Why data stream processing performance matters when Fast Data meets Big Data.

This week saw the publication of the results for a comparative real-time performance benchmark between Apache Storm and Guavus SQLstream. Using the WordCount example shipped with Hadoop and Apache Storm, we were interested to see just how quickly each could process records.

As it turns out, pretty quickly for Guavus SQLstream, around 4.6 million records per second per 8-core server, less so for Apache Storm. The 4.6 million number is more or less equivalent to processing the Complete Works of Shakespeare (a little under 1 million words according to the Internet) fives times every second. Although why you might want to do that, I’m not sure. The difference in performance between Guavus SQLstream and Apache Storm was even more impressive as the WordCount benchmark does not expose one Storm’s major weaknesses – no native concept of time-based processing over time windows. Which happens to be a particular strength of SQLstream, and all real-world use cases for streaming analytics require this capability.

That said, the key point here is not about the fastest performance, it’s about what that means in real terms. The cost of Big Data and real-time systems has come into focus more over the past year. Although Big Data technologies utilize commodity hardware, when you need 100+ boxes to get any reasonable performance, that can become expensive. Faster performance per server means less servers.

The Cost of Performance for stream processing

Throughput performance offers confidence of future scalability but also translates directly into the monthly and lifetime costs for the solution. The average bare metal cloud server is around $500 – $2000 per month depending on the specification and I/O bandwidth.

ROI Metric Apache Storm Guavus SQLstream Guavus SQLstream ROI
Hardware Cost / Month
Processing 5 million words per second using bare metal 8-core Cloud servers at $500/month
121 servers, $60,500 / month 2 servers, $1000 / month Guavus SQLstream 60X reduction in infrastructure cost versus Apache Storm.

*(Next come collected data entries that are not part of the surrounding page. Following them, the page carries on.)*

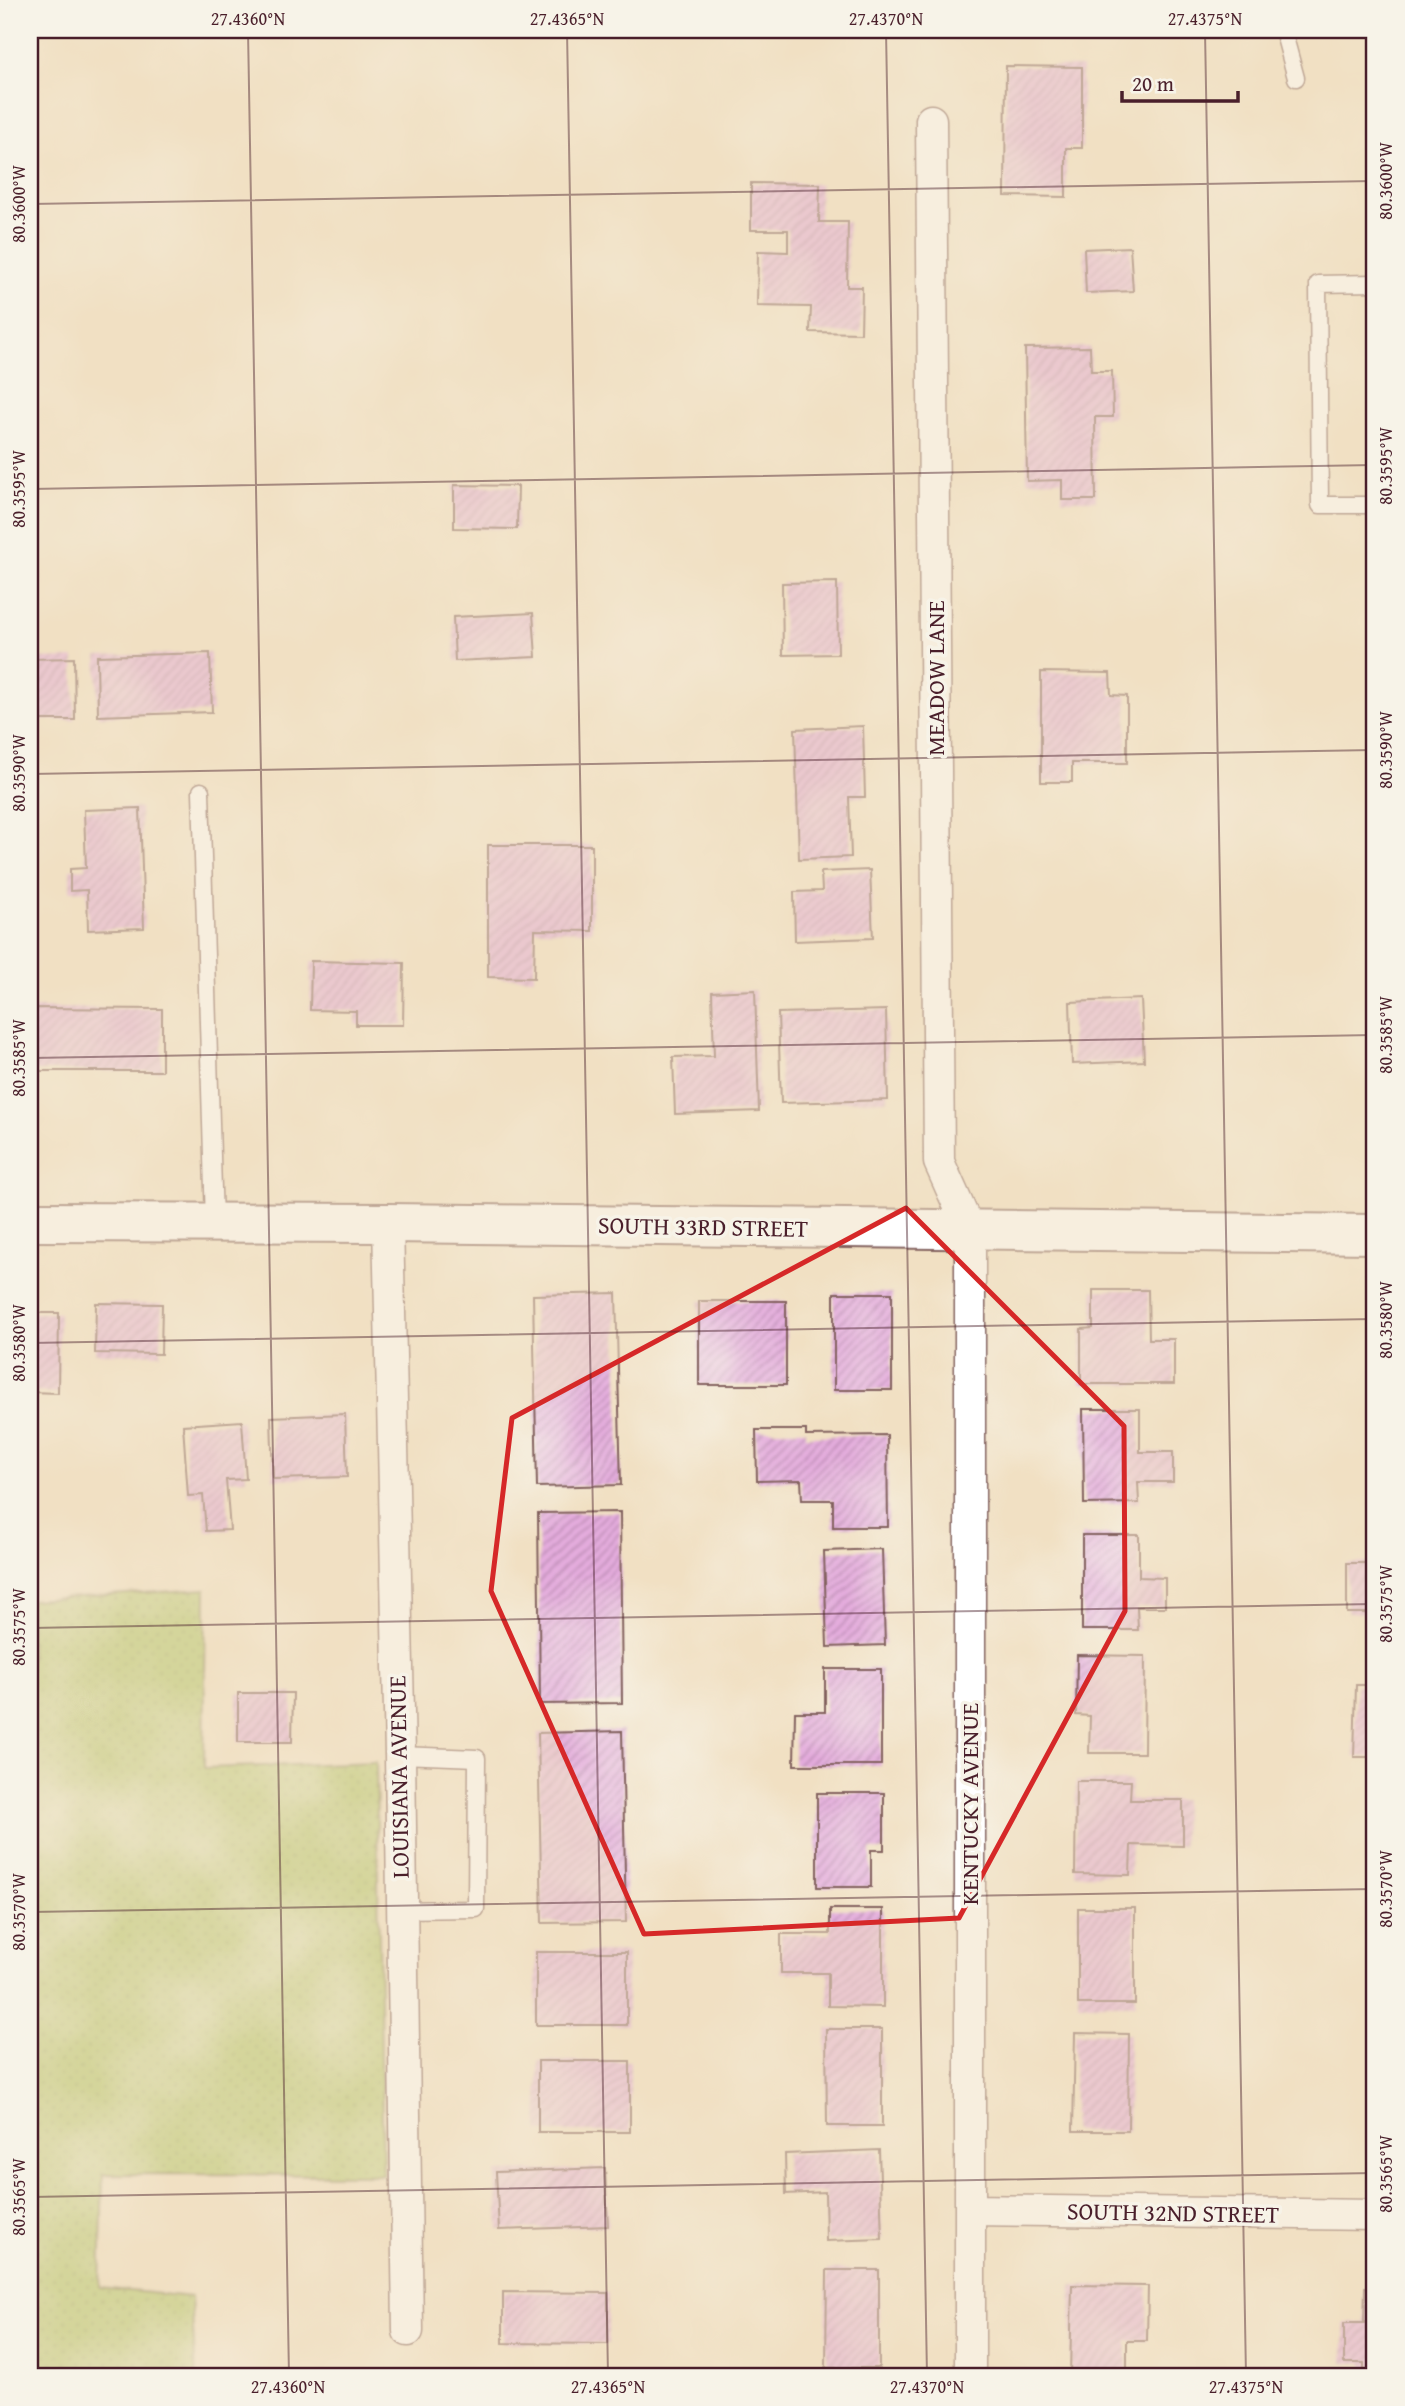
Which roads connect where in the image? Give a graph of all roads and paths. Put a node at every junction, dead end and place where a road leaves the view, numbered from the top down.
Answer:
1 (1283, 30) edge
2 (1296, 78) dead end
3 (931, 120) dead end
4 (1375, 283) edge
5 (1375, 505) edge
6 (201, 791) dead end
7 (30, 1222) edge
8 (214, 1222) junction
9 (388, 1223) junction
10 (970, 1231) junction
11 (1375, 1234) edge
12 (400, 1755) junction
13 (400, 1910) junction
14 (970, 2210) junction
15 (1375, 2215) edge
16 (408, 2331) dead end
17 (970, 2376) edge

1 - 2 lane
3 - 10 street, MEADOW LANE
4 - 5 lane
6 - 8 lane
7 - 8 street, SOUTH 33RD STREET
8 - 9 street, SOUTH 33RD STREET
9 - 10 street, SOUTH 33RD STREET
9 - 12 street, LOUISIANA AVENUE
10 - 11 street, SOUTH 33RD STREET
10 - 14 street, KENTUCKY AVENUE
12 - 13 street, LOUISIANA AVENUE
12 - 13 lane
13 - 16 street, LOUISIANA AVENUE
14 - 15 street, SOUTH 32ND STREET
14 - 17 street, KENTUCKY AVENUE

Even though storage is less of a consideration with a stream processing platform, why deploy 100+ servers when the same work could be carried out on two or three? This means a significant reduction in server costs (60X reduction even considering just the simple WordCount benchmark), but also much simpler manageability and platform stability going forward.

Time to Value.

Time to value, system stability and agility for new requirements are also front of mind for CIOs when deploying Big Data platforms. Time to value is the time taken to get to an operational system from scratch. It’s swings and roundabouts with Hadoop and stream processing frameworks such as Storm. On one hand, anything is possible, an important consideration when processing unstructured machine data, but on the other, it takes time and money to build from scratch, often at the expense of solution reuse and the ability to change for new requirements. The WordCount example is trivial in both Guavus SQLstream and Storm, but in real-world scenarios, such as covered in a previous independent benchmark between SQLstream and Storm, time to value is an important consideration.

ROI Metric Apache Storm Guavus SQLstream Guavus SQLstream ROI
Development Effort
From download to operations, based on a customer 4G network performance monitoring app.
6 months
(180 days)
1 week
(5 days)
Guavus SQLstream delivers robust operational systems 30X faster.

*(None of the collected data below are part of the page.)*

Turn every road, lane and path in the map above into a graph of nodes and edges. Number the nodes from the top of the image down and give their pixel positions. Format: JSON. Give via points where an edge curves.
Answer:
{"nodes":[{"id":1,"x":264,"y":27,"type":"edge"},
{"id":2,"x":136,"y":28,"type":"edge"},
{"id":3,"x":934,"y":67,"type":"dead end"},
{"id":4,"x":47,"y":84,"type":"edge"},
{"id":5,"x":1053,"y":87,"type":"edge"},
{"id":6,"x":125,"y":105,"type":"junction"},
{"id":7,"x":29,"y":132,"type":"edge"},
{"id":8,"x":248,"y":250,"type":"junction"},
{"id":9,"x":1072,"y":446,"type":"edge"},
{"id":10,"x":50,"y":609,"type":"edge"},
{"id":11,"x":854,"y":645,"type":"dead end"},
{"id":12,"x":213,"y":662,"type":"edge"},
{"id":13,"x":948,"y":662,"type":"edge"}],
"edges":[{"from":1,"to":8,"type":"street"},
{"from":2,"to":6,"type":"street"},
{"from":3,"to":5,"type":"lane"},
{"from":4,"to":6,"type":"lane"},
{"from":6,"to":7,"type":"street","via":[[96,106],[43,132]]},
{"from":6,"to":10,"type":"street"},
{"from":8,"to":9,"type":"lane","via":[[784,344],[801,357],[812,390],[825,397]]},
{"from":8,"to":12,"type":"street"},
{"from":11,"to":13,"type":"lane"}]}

This is where the power of SQL for stream processing comes to the fore – powerful analytics, quickly, and a stable platform – but also pre-built adapters, integrated real-time dashboards for streaming analytics, out of box integration for continuous ETL and stream persistence with Hadoop HDFS and HBase, plus a range of other RDBMS and data warehouses.

In summary, performance does matter. Stream processing offers scalability for systems at the junction of fast data and big data. But stream processing platforms are not all equal. As Shakespeare said “Time travels at different speeds for different people” (As You Like It). For SQLstream’s customers, it gallops, and we can keep up.